At the prison Sunday night Tom Cross drew shit watch; he sat on a chair in the medical unit hallway and stared through an observation window, waiting for a naked prisoner to pass a balloon full of crack cocaine. The prisoner wore his hair in greasy cornrows and slept on the floor with his back to Tom, and whenever he rearranged his limbs, which was often, he reminded Tom of a zoo animal, almost no trace left of pride in his movements, a languid choreography of animal defeat, a slack heavy lifer in his thirties or early forties with raised gray burn scars on his back and shoulders and silver psoriatic elbows. The job of watching his restless sleep grew boring in the most obvious and inevitable manner, so that Tom sat literally twiddling his thumbs, nodding off sporadically, checking his watch absentmindedly—and forgetting what it said immediately—massaging his neck, staring at nothing, thinking of Eleanor and of Tammy from the Big Bottom, thinking of the impossible depth of his debt and of the way Jabari scrubbed the toilet bowl, her chocolate-brown arms and yellow rubber gloves, the long-haired girl in the booth at the campground bent so that her breasts came to rest against her ranger shirt, the woman with her mouth full of fancy trail mix, her fat legs sheathed in black spandex. For a while he mulled Lee Ann Bridges’ skull, her hair barrette, green-hued thigh bone, and shreds of nylon rain gear. Ann of Oregon’s brief oration, darkness falling across the world, the greedy, the selfish, the true believers, the woman whose warts had disappeared and who felt no need for cigarettes now, his own capricious petition. Ann of Oregon clutching her bullhorn, Ann canted forward improbably on her knees, Ann in ecstasy.
Dullness and ennui. Guilt and sorrow. Tom pulled out the Gideon’s pocket Bible he’d borrowed surreptitiously from the nursing station desk and perused its tripartite indexing system: WHERE TO FIND HELP—When Afraid, Anxious, Backsliding, et cetera; TEACHINGS ABOUT SOME OF LIFE’S PROBLEMS—Adultery, Adversity, Anger, Anxiety; CHRISTIAN VIRTUES AND CHARACTER—Abundant Life, Citizenship, Cleanliness, Consecration, Contentment, Courage, Diligence. He turned with curiosity to Facing a Crisis, which took him first to Psalm 121, I will lift up mine eyes unto the hills, from whence my help will come, and then to Matthew 6:28, Consider the lilies of the field, how they grow; they toil not, neither do they spin.
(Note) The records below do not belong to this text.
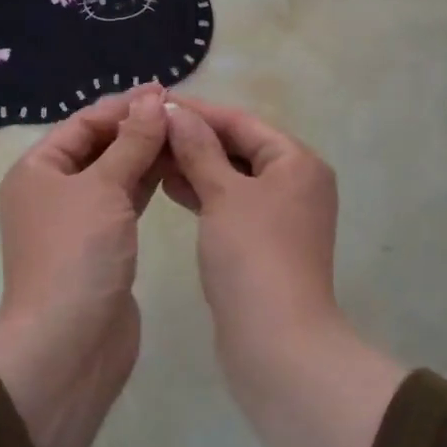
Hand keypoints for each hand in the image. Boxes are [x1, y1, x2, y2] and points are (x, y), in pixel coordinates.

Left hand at [0, 84, 167, 446]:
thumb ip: (132, 142)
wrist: (69, 344)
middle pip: (99, 146)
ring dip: (145, 154)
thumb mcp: (104, 188)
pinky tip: (175, 170)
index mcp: (37, 170)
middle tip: (183, 114)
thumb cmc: (77, 254)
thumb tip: (152, 99)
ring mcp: (76, 221)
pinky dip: (147, 184)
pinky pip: (125, 201)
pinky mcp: (101, 245)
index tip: (166, 93)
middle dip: (137, 129)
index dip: (124, 106)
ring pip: (115, 174)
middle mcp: (52, 190)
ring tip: (186, 136)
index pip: (83, 123)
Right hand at [160, 95, 339, 361]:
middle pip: (239, 147)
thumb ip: (199, 149)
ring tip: (152, 155)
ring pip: (233, 177)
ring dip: (196, 165)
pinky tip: (169, 187)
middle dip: (194, 138)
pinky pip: (231, 204)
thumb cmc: (252, 256)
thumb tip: (177, 112)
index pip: (242, 122)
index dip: (198, 112)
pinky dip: (203, 194)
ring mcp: (281, 216)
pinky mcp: (264, 243)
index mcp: (297, 162)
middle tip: (148, 131)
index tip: (156, 103)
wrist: (277, 344)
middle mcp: (296, 183)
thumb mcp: (223, 194)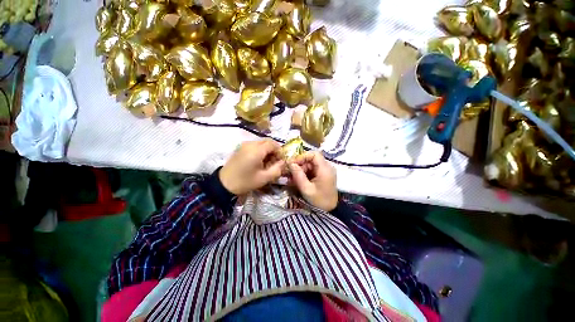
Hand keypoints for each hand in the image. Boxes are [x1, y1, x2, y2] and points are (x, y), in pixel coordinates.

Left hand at [219, 139, 284, 194]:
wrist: (224, 184)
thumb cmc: (245, 182)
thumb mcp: (264, 178)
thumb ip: (277, 169)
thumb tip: (284, 162)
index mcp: (256, 150)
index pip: (273, 144)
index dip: (279, 151)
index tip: (281, 160)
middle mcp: (250, 144)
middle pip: (267, 141)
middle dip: (274, 150)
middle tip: (275, 161)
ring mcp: (244, 145)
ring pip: (261, 143)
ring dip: (267, 150)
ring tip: (267, 162)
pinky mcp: (241, 148)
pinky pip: (254, 145)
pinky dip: (260, 150)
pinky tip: (259, 161)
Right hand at [288, 151, 337, 211]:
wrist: (330, 210)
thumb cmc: (319, 201)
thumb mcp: (306, 189)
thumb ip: (298, 175)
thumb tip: (290, 163)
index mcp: (325, 169)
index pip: (314, 154)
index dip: (302, 156)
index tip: (292, 163)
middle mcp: (327, 167)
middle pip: (311, 159)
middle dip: (300, 164)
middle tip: (290, 172)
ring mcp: (326, 171)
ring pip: (310, 164)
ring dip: (301, 169)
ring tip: (292, 178)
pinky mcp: (323, 174)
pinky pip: (312, 169)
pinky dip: (304, 173)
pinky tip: (298, 179)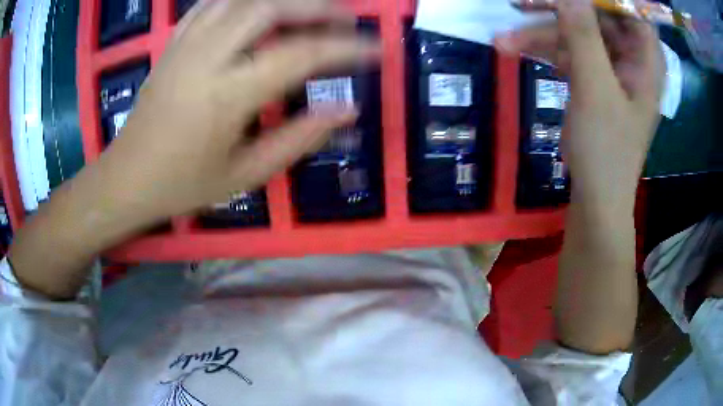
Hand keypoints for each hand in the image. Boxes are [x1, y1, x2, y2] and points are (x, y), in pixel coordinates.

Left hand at [7, 0, 378, 298]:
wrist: (126, 178)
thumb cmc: (182, 185)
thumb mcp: (244, 175)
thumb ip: (298, 139)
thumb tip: (347, 110)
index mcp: (227, 96)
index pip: (301, 55)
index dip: (346, 48)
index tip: (376, 49)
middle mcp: (207, 58)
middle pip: (270, 7)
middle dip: (317, 6)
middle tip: (346, 17)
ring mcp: (186, 45)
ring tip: (309, 8)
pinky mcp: (173, 44)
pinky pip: (211, 4)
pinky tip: (258, 7)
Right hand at [496, 0, 664, 352]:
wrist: (596, 199)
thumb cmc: (606, 151)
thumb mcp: (595, 89)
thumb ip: (584, 36)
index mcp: (645, 61)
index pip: (630, 11)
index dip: (605, 0)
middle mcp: (631, 60)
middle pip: (598, 18)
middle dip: (561, 13)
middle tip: (522, 6)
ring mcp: (612, 70)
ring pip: (578, 35)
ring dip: (543, 36)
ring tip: (505, 42)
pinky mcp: (595, 81)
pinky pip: (571, 53)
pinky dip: (547, 52)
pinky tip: (521, 52)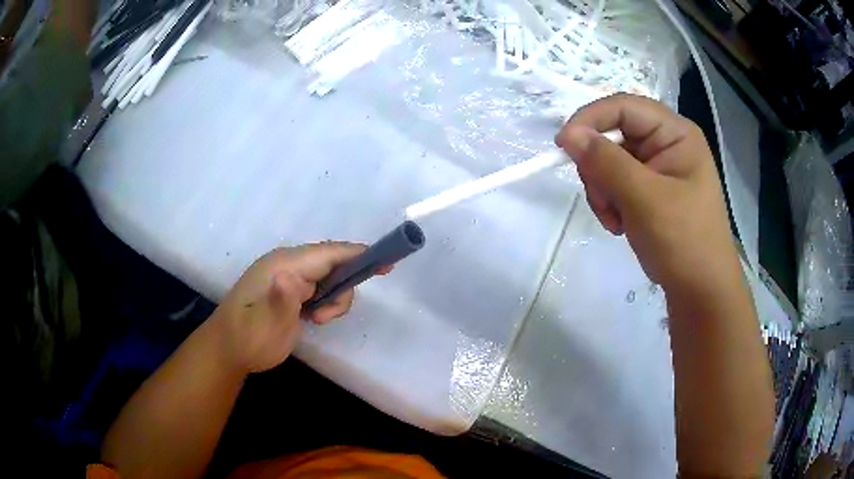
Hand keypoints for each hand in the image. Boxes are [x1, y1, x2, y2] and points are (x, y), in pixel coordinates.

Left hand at [211, 242, 376, 374]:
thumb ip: (279, 301)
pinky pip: (320, 287)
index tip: (387, 262)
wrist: (228, 350)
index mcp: (282, 266)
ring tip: (316, 322)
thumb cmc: (247, 339)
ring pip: (329, 277)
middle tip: (326, 318)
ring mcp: (288, 276)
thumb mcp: (263, 325)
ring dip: (333, 300)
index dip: (358, 254)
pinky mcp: (290, 289)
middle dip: (342, 288)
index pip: (328, 253)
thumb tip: (292, 276)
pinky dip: (326, 302)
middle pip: (332, 264)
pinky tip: (313, 318)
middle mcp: (287, 264)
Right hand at [556, 94, 737, 296]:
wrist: (700, 291)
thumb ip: (606, 162)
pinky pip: (616, 183)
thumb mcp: (644, 199)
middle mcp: (666, 143)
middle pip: (614, 134)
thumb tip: (567, 134)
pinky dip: (609, 202)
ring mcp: (658, 168)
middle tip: (602, 199)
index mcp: (675, 133)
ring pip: (610, 161)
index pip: (624, 107)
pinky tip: (620, 224)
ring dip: (603, 189)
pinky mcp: (650, 190)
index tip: (563, 145)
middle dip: (599, 167)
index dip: (591, 119)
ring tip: (614, 220)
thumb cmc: (683, 241)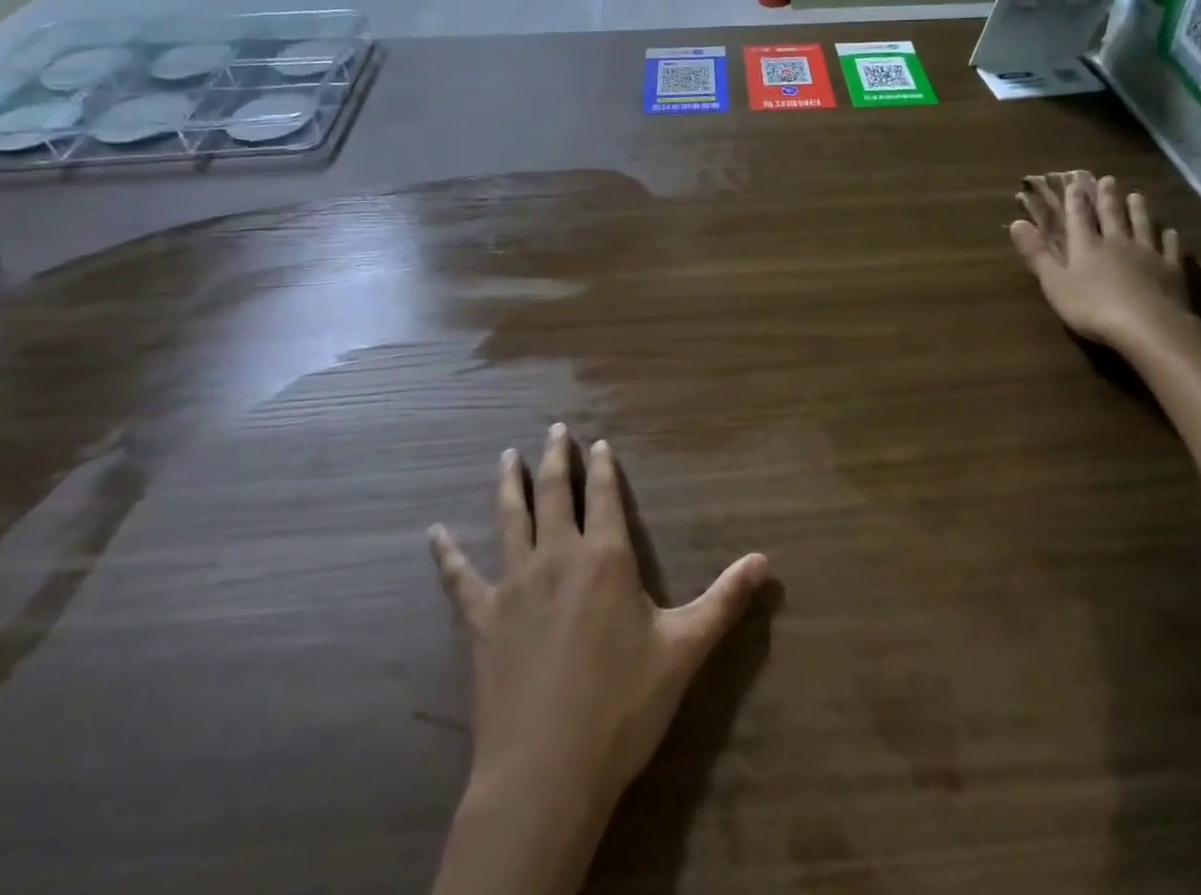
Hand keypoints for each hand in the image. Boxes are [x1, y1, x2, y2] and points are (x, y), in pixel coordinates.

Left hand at [429, 425, 769, 818]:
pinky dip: (447, 554)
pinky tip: (434, 533)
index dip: (604, 466)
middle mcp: (558, 556)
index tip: (599, 441)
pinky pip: (460, 578)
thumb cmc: (622, 705)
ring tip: (507, 456)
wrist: (547, 771)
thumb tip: (766, 562)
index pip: (606, 495)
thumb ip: (725, 601)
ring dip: (510, 484)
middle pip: (556, 492)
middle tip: (553, 428)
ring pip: (511, 518)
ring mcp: (514, 585)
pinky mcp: (482, 620)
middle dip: (557, 457)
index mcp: (606, 557)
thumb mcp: (684, 650)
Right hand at [1010, 171, 1192, 351]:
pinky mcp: (1171, 271)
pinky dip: (1169, 238)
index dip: (1075, 199)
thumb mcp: (1055, 283)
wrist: (1149, 327)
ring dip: (1138, 210)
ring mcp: (1147, 255)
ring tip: (1136, 195)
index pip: (1078, 217)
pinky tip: (1170, 232)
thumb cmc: (1093, 308)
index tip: (1075, 182)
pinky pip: (1170, 249)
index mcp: (1087, 246)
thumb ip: (1037, 253)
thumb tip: (1016, 222)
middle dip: (1107, 197)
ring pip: (1142, 225)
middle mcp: (1117, 242)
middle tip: (1108, 179)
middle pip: (1112, 215)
Lilies of the field? What? thought Tom. He tried Adversity: Are not two sparrows sold for a farthing? Divorce: What therefore God hath joined together, let not man put asunder. Worried: Take therefore no thought for the morrow. In Trouble: The lines are fallen unto me in pleasant places. Disaster Threatens: He shall cover thee with his feathers. Defeated: For thy sake are we killed all the day long. The prisoner defecated and Tom barged in with rubber gloves, a plastic probe stick, a nose plug, and a surgeon’s mask. There was no balloon and he said to the prisoner I guess we ought to go back to the unit and turned away leaving him foul and naked with a packet of sterile wipes. Tom went down the hall, dropped the probe and the rubber gloves in the Medical Waste bin, signed off for the prisoner’s clothes, and brought them back still folded. Here’s your clothes, he said. Damn, said the prisoner. You can wash up back at the unit, Tom told him.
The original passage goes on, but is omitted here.